Gulf News

Lingering life outside the fast lane

- Mick O’Reilly Foreign Correspond­ent

Among the orange groves on the road to Seville in southern Spain, the sharp-eyed motorist will do well to detect the occasional cotton field, where the plants are in full white bloom on a beautiful autumn morning.

I have never seen cotton fields before, and their very thought conjures up images of the deep southern states of America rather than here, in a region of Spain that was home to Arabs for centuries, an Islamic foothold in the Iberian Peninsula.

Across hillsides there are now grey steel windmills slowly producing their clean energy for homes and schools, offices and factories, with thoughts too of Don Quixote, forever set to tilt at these in a pained pursuit of honour and valour.

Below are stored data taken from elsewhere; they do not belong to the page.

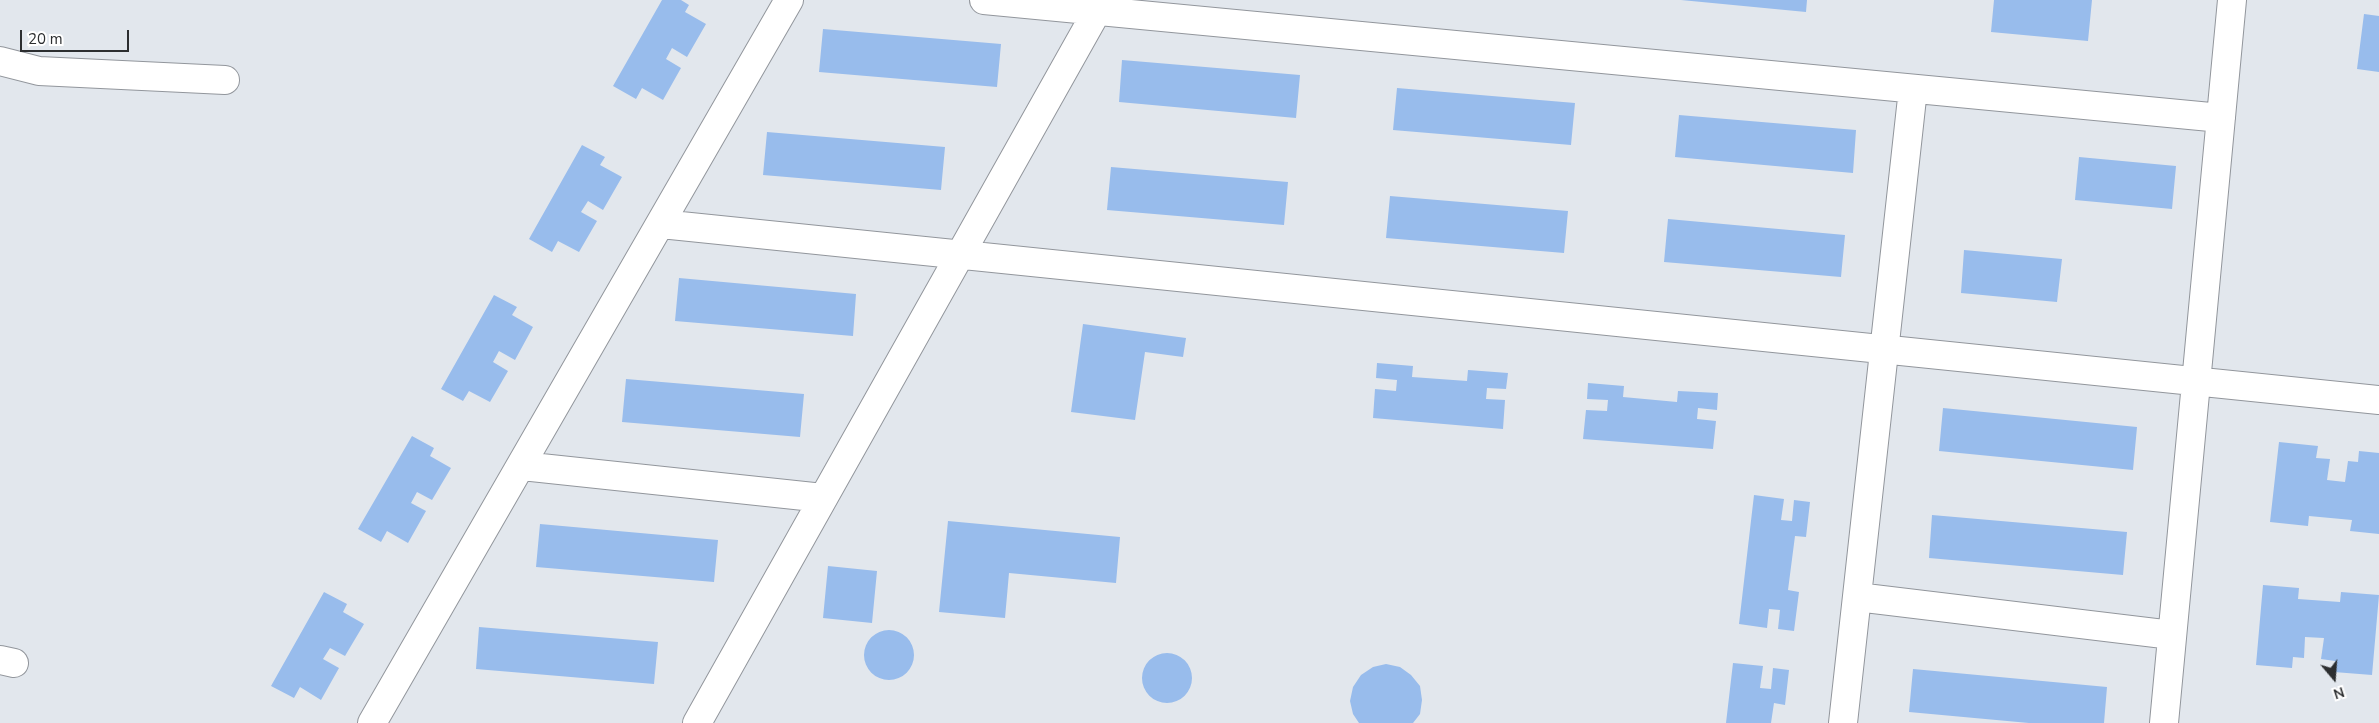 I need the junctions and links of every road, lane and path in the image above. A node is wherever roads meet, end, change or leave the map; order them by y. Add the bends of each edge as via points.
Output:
1 (789, 0) edge
2 (984, 0) edge
3 (2232, 0) edge
4 (1097, 11) junction
5 (0, 62) edge
6 (225, 80) dead end
7 (1913, 89) junction
8 (2221, 118) junction
9 (661, 224) junction
10 (960, 254) junction
11 (1884, 350) junction
12 (2196, 382) junction
13 (2379, 400) edge
14 (522, 466) junction
15 (823, 498) junction
16 (1857, 597) junction
17 (2172, 635) junction
18 (380, 722) edge
19 (696, 723) edge
20 (1843, 723) edge
21 (2164, 723) edge

1 - 9 lane
2 - 4 lane
3 - 8 lane
4 - 7 lane
4 - 10 lane
5 - 6 lane via 39,71
7 - 8 lane
7 - 11 lane
8 - 12 lane
9 - 10 lane
9 - 14 lane
10 - 11 lane
10 - 15 lane
11 - 12 lane
11 - 16 lane
12 - 13 lane
12 - 17 lane
14 - 15 lane
14 - 18 lane
15 - 19 lane
16 - 17 lane
16 - 20 lane
17 - 21 lane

As you drive north, the land begins to rise, and much of Spain is indeed a plain — and yes, it does rain, but only a shower followed by a rainbow — a promise from the heavens that all is truly well.

Cattle look beefy in their fields, thriving in the shade of old oaks that carpet the landscape. At the side of highways, where small towns and villages still thrive, you can tell the type of agricultur­e that endures by the showrooms and businesses that cater to the farming communitie­s they serve. There are sturdy tractors on offer, ploughs, trailers. And as the land gets poorer and incomes drop, those tractors become smaller — the trailers too, with each passing kilometre.

What do we know of the life of towns and villages, hamlets and settlement­s from a passing car? How different life must be for people who live in places connected by the thread of a highway, the routine of a regional road, the casual trade of those who make brief stops in petrol stations, refuelling to go on somewhere else?

Are children who grow up in such communitie­s not filled with the wonder of what lies down the road, around the next bend, beyond the next highway turn-off?

How strange it must be to live in a place where people pass through, stopping by only for fuel, a fill-up, to use the services?

Impression­s of life from a car are so fleeting. Yet, we see so much but take very little in, it seems.

Screaming out to motorists

Petrol stations in rural communitie­s have their own pace, unlike the filling stations with fast food, bright lights and a whole selection of foods and sweets, drinks and juices just screaming out to motorists who fill up in cities.

There is often one pump, maybe two. And the meters take ages to reset to zero for your sale. And when those pumps begin, there is a loud whirring unlike those from the pumps in cities. And it takes much longer to fill your vehicle, and you won’t be surprised if the gauges are mechanical rather than digital.

These petrol stations are more like the offices of tradesmen, where there are empty shelves, some oil containers or a carton or two, and maybe a dog-eared receipt book for the regular account holders who pass this way to fill. Most travellers are just that — interloper­s in the real lives of these communitie­s, set on heading to a destinatio­n in faraway places.

How simple life seems to be in these byways off highways, where people rush through, but just briefly stop to fill up to get somewhere fast. Here, life seems slower. Simpler. Unrushed.

We have places to go, things to do, people to see. They do too, but take their time in enjoying the little places of life.